Please transcribe the records precisely; pictures stay out of your copy.

**Dataset entries:**
────────────────────

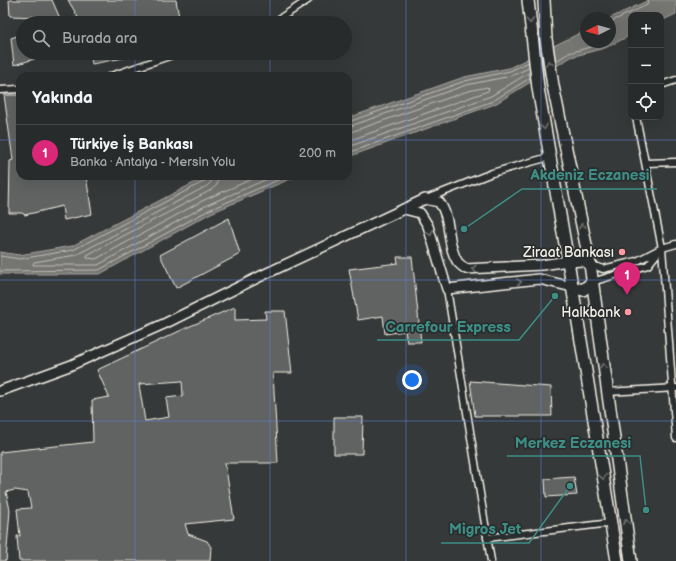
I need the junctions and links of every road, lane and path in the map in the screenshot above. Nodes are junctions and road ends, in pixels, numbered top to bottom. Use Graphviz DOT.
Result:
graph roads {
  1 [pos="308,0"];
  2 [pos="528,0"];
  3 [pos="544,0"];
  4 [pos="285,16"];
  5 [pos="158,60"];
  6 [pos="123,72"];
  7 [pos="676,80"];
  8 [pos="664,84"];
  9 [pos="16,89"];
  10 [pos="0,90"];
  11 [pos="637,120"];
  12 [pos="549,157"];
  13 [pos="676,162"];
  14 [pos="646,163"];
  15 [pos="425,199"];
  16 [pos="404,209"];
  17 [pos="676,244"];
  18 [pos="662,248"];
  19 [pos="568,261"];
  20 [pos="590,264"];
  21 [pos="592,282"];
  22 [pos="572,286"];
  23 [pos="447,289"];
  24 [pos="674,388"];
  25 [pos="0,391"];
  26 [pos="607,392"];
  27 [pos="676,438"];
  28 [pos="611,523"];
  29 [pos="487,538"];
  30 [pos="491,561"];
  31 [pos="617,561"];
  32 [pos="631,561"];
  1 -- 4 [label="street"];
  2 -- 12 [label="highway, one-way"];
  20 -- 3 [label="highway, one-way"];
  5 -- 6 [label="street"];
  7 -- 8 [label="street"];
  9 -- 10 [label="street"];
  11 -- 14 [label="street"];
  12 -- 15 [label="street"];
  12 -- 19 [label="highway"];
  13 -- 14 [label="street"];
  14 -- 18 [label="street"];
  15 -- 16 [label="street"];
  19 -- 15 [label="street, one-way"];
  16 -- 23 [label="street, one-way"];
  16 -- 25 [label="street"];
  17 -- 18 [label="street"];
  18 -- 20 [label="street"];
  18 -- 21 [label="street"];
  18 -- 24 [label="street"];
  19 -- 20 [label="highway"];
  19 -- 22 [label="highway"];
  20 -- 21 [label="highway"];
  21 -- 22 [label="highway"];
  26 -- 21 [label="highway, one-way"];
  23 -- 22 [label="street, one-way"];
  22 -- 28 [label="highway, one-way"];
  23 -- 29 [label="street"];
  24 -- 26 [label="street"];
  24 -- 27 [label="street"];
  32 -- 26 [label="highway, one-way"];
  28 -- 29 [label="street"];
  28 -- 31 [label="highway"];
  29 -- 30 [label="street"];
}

────────────────────

**Answer section:**
I need the junctions and links of every road, lane and path in the map in the screenshot above. Nodes are junctions and road ends, in pixels, numbered top to bottom. Use Graphviz DOT.
Result:
graph roads {
  1 [pos="308,0"];
  2 [pos="528,0"];
  3 [pos="544,0"];
  4 [pos="285,16"];
  5 [pos="158,60"];
  6 [pos="123,72"];
  7 [pos="676,80"];
  8 [pos="664,84"];
  9 [pos="16,89"];
  10 [pos="0,90"];
  11 [pos="637,120"];
  12 [pos="549,157"];
  13 [pos="676,162"];
  14 [pos="646,163"];
  15 [pos="425,199"];
  16 [pos="404,209"];
  17 [pos="676,244"];
  18 [pos="662,248"];
  19 [pos="568,261"];
  20 [pos="590,264"];
  21 [pos="592,282"];
  22 [pos="572,286"];
  23 [pos="447,289"];
  24 [pos="674,388"];
  25 [pos="0,391"];
  26 [pos="607,392"];
  27 [pos="676,438"];
  28 [pos="611,523"];
  29 [pos="487,538"];
  30 [pos="491,561"];
  31 [pos="617,561"];
  32 [pos="631,561"];
  1 -- 4 [label="street"];
  2 -- 12 [label="highway, one-way"];
  20 -- 3 [label="highway, one-way"];
  5 -- 6 [label="street"];
  7 -- 8 [label="street"];
  9 -- 10 [label="street"];
  11 -- 14 [label="street"];
  12 -- 15 [label="street"];
  12 -- 19 [label="highway"];
  13 -- 14 [label="street"];
  14 -- 18 [label="street"];
  15 -- 16 [label="street"];
  19 -- 15 [label="street, one-way"];
  16 -- 23 [label="street, one-way"];
  16 -- 25 [label="street"];
  17 -- 18 [label="street"];
  18 -- 20 [label="street"];
  18 -- 21 [label="street"];
  18 -- 24 [label="street"];
  19 -- 20 [label="highway"];
  19 -- 22 [label="highway"];
  20 -- 21 [label="highway"];
  21 -- 22 [label="highway"];
  26 -- 21 [label="highway, one-way"];
  23 -- 22 [label="street, one-way"];
  22 -- 28 [label="highway, one-way"];
  23 -- 29 [label="street"];
  24 -- 26 [label="street"];
  24 -- 27 [label="street"];
  32 -- 26 [label="highway, one-way"];
  28 -- 29 [label="street"];
  28 -- 31 [label="highway"];
  29 -- 30 [label="street"];
}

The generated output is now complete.